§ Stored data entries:
┏━━

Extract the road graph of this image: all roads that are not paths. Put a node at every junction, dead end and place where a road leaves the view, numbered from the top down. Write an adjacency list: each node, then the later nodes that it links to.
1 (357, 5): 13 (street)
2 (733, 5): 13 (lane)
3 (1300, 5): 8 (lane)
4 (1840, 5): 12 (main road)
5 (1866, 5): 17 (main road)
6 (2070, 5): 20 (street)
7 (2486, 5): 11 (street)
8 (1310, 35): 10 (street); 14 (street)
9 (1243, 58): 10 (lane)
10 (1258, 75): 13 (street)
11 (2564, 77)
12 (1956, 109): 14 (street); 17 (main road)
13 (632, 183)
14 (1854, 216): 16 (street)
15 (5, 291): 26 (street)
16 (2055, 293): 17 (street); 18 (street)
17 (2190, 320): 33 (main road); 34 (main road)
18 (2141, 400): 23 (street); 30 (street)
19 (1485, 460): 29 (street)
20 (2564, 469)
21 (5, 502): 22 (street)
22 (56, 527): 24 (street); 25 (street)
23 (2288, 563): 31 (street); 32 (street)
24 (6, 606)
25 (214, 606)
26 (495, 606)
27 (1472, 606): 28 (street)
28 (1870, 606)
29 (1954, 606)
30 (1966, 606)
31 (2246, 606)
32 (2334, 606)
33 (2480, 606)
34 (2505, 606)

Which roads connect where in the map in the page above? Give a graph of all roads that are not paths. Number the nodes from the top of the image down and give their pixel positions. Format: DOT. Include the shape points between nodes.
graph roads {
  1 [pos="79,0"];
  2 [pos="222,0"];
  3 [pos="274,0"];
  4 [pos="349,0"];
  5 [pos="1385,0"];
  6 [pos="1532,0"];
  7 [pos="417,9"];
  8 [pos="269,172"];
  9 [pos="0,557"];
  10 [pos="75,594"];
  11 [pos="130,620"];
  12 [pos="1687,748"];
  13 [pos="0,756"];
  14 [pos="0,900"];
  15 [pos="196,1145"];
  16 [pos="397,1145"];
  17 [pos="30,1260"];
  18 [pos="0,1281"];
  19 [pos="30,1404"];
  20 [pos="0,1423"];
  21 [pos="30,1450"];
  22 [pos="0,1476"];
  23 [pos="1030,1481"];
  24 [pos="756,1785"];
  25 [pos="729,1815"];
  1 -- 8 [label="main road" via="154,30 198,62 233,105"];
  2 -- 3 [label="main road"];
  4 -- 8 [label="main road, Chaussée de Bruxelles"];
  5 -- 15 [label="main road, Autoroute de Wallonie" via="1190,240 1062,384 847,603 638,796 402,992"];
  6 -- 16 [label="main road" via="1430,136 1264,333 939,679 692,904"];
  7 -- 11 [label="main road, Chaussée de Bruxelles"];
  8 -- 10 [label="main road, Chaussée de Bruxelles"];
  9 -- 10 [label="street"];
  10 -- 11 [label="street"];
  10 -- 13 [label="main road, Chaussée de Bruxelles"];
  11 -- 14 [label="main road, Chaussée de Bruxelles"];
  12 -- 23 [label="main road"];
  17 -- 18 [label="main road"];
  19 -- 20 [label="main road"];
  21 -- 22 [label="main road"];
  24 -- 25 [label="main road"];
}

┗━━

§ WHAT IS EXPECTED:
In the entries, find the line containing "Which roads connect" and output it and all remaining lines exactly.

§ ANSWER AREA:
Which roads connect where in the map in the page above? Give a graph of all roads that are not paths. Number the nodes from the top of the image down and give their pixel positions. Format: DOT. Include the shape points between nodes.
graph roads {
  1 [pos="79,0"];
  2 [pos="222,0"];
  3 [pos="274,0"];
  4 [pos="349,0"];
  5 [pos="1385,0"];
  6 [pos="1532,0"];
  7 [pos="417,9"];
  8 [pos="269,172"];
  9 [pos="0,557"];
  10 [pos="75,594"];
  11 [pos="130,620"];
  12 [pos="1687,748"];
  13 [pos="0,756"];
  14 [pos="0,900"];
  15 [pos="196,1145"];
  16 [pos="397,1145"];
  17 [pos="30,1260"];
  18 [pos="0,1281"];
  19 [pos="30,1404"];
  20 [pos="0,1423"];
  21 [pos="30,1450"];
  22 [pos="0,1476"];
  23 [pos="1030,1481"];
  24 [pos="756,1785"];
  25 [pos="729,1815"];
  1 -- 8 [label="main road" via="154,30 198,62 233,105"];
  2 -- 3 [label="main road"];
  4 -- 8 [label="main road, Chaussée de Bruxelles"];
  5 -- 15 [label="main road, Autoroute de Wallonie" via="1190,240 1062,384 847,603 638,796 402,992"];
  6 -- 16 [label="main road" via="1430,136 1264,333 939,679 692,904"];
  7 -- 11 [label="main road, Chaussée de Bruxelles"];
  8 -- 10 [label="main road, Chaussée de Bruxelles"];
  9 -- 10 [label="street"];
  10 -- 11 [label="street"];
  10 -- 13 [label="main road, Chaussée de Bruxelles"];
  11 -- 14 [label="main road, Chaussée de Bruxelles"];
  12 -- 23 [label="main road"];
  17 -- 18 [label="main road"];
  19 -- 20 [label="main road"];
  21 -- 22 [label="main road"];
  24 -- 25 [label="main road"];
}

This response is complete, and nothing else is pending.